* **Problem to work on**:
Scan the data. Collect each line that contains the word "every".

[Stored data]
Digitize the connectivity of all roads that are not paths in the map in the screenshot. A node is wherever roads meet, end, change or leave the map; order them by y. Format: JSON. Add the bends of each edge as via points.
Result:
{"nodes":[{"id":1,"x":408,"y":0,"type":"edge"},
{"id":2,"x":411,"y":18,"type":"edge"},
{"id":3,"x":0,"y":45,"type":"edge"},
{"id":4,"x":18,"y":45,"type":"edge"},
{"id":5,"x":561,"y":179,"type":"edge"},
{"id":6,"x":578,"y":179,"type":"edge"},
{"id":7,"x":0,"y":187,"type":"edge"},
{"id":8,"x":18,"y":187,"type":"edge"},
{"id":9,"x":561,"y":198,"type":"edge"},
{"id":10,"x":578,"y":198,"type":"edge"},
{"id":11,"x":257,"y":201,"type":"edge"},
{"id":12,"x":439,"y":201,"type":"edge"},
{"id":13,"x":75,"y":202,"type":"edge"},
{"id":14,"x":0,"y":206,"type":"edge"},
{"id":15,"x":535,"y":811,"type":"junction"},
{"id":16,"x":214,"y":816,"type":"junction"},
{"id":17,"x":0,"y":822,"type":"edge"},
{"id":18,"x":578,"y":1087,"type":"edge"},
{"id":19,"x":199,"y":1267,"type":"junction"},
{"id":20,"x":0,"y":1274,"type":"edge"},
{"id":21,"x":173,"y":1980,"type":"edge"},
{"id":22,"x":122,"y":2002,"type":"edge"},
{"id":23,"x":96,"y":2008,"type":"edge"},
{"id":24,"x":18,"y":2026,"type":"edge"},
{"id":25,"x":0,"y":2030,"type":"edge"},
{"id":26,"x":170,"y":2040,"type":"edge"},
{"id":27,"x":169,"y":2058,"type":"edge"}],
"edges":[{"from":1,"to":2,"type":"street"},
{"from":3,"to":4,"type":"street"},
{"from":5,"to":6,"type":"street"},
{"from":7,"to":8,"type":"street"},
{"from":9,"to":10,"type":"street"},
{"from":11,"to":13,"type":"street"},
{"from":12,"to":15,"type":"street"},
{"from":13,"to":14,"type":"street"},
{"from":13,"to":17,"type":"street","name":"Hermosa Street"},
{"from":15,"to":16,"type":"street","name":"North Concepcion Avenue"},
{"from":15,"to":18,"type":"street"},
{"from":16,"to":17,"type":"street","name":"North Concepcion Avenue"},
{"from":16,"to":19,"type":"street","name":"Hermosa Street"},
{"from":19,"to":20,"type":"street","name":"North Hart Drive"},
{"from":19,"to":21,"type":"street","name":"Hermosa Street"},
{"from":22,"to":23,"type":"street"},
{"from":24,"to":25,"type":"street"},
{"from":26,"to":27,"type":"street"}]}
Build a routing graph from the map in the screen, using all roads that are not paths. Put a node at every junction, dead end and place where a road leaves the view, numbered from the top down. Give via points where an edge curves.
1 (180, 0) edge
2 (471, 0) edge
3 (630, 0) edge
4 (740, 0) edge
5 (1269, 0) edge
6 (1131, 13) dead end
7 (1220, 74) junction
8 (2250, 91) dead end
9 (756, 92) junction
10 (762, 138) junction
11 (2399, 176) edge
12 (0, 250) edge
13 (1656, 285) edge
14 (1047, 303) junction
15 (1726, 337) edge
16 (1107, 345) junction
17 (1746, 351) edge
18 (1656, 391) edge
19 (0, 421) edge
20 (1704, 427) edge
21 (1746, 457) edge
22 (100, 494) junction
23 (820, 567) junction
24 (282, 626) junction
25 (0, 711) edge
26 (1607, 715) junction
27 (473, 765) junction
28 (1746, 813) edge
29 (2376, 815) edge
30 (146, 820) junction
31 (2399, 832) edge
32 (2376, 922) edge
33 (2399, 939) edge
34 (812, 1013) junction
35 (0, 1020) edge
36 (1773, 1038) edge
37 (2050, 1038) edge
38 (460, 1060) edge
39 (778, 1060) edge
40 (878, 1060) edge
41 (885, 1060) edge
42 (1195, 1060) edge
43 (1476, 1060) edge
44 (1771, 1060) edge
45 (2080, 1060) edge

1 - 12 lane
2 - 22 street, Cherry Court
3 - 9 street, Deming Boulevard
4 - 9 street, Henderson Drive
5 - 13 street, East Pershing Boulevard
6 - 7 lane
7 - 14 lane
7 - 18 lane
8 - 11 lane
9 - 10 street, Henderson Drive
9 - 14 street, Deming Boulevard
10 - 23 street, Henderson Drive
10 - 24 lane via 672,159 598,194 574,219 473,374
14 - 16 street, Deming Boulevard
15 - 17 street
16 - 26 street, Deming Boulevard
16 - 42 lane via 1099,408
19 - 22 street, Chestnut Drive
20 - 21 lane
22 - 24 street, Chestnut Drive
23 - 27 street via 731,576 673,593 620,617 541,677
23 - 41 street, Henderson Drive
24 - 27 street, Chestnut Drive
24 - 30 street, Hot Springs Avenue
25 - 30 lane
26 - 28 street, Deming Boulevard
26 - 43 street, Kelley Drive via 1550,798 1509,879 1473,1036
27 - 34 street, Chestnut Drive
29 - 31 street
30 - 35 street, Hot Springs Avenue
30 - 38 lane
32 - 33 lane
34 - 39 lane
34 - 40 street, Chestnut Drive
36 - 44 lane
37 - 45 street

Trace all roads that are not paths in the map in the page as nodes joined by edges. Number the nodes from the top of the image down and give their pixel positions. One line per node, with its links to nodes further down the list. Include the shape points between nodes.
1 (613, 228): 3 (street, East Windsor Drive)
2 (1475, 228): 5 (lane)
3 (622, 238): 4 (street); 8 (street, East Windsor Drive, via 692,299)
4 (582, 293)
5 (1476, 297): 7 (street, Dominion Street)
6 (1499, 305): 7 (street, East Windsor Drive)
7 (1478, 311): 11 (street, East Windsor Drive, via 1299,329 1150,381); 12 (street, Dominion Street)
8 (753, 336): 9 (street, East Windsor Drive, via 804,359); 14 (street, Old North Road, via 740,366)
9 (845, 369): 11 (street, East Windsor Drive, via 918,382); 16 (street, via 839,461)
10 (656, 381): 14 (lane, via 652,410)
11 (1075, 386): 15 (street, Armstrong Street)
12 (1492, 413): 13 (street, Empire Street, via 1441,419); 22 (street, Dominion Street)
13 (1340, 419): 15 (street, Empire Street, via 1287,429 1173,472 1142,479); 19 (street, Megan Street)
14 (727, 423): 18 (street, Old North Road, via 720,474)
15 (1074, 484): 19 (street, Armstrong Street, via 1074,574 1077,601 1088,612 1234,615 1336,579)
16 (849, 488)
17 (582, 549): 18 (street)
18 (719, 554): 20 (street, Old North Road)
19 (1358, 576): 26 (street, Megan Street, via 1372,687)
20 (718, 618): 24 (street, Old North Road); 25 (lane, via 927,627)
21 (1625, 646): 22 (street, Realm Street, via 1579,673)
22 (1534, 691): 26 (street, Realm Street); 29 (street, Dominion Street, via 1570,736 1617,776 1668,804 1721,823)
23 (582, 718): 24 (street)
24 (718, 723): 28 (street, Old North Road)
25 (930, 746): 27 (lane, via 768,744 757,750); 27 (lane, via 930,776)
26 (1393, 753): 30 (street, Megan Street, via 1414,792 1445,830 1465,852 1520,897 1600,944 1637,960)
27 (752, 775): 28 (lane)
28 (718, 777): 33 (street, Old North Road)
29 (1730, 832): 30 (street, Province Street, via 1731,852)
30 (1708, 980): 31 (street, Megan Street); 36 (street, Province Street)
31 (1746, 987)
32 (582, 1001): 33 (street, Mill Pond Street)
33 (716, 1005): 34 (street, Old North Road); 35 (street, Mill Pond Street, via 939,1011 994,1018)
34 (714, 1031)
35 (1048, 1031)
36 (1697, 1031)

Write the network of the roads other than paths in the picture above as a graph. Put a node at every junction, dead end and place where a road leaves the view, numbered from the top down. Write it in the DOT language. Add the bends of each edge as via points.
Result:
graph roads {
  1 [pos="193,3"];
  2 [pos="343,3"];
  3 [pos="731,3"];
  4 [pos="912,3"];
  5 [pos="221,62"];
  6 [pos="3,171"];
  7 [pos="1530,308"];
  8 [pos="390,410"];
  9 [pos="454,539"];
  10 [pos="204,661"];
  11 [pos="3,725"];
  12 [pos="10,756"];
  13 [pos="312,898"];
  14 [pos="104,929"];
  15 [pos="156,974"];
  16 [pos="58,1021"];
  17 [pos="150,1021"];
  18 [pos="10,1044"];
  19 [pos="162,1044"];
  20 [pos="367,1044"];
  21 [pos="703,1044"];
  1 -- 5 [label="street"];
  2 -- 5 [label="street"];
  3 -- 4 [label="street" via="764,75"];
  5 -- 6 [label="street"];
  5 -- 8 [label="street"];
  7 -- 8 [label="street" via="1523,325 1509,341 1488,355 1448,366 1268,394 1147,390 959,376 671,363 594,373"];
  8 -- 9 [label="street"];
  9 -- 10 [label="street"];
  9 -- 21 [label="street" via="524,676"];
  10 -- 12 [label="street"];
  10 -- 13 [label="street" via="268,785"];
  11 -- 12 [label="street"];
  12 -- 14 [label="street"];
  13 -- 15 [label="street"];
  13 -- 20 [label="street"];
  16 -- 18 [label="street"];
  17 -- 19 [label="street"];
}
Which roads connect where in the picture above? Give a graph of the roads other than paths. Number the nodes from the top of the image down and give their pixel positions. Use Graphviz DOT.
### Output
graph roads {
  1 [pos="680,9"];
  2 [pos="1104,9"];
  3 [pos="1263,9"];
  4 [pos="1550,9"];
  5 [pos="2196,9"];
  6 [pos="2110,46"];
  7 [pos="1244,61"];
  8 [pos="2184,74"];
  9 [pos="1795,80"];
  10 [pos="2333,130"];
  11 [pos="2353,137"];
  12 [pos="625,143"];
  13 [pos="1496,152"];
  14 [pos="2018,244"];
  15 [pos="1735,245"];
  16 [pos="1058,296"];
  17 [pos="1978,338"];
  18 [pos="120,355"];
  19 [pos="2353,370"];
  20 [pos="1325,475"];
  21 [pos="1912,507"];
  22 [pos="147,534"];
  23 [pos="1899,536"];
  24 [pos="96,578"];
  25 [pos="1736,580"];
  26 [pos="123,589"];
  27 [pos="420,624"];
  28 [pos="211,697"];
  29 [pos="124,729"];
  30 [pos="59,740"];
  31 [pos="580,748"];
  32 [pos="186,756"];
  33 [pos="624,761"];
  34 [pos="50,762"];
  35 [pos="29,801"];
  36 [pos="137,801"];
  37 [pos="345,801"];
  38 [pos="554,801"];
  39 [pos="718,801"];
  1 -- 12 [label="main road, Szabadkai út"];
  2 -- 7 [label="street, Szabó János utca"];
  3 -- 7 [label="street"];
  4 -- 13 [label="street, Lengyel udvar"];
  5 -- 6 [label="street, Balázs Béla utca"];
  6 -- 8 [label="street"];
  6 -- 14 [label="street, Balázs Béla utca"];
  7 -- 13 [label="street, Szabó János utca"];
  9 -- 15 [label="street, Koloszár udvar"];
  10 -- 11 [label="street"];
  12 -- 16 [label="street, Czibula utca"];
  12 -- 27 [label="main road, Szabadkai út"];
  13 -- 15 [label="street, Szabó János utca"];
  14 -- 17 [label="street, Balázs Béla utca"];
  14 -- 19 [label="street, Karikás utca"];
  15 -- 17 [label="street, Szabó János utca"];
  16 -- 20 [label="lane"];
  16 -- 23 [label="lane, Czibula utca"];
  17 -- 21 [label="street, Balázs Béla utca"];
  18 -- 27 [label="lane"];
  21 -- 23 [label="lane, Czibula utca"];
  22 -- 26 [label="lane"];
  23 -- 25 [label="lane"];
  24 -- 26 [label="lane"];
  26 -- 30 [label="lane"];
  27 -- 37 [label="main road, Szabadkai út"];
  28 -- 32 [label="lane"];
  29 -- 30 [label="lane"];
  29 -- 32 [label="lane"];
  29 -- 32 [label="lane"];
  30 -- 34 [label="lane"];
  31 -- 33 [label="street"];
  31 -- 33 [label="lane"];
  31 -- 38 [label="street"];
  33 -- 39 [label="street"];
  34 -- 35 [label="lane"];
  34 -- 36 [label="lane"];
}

* **Task result**:
Build a routing graph from the map in the screen, using all roads that are not paths. Put a node at every junction, dead end and place where a road leaves the view, numbered from the top down. Give via points where an edge curves.
Write the network of the roads other than paths in the picture above as a graph. Put a node at every junction, dead end and place where a road leaves the view, numbered from the top down. Write it in the DOT language. Add the bends of each edge as via points.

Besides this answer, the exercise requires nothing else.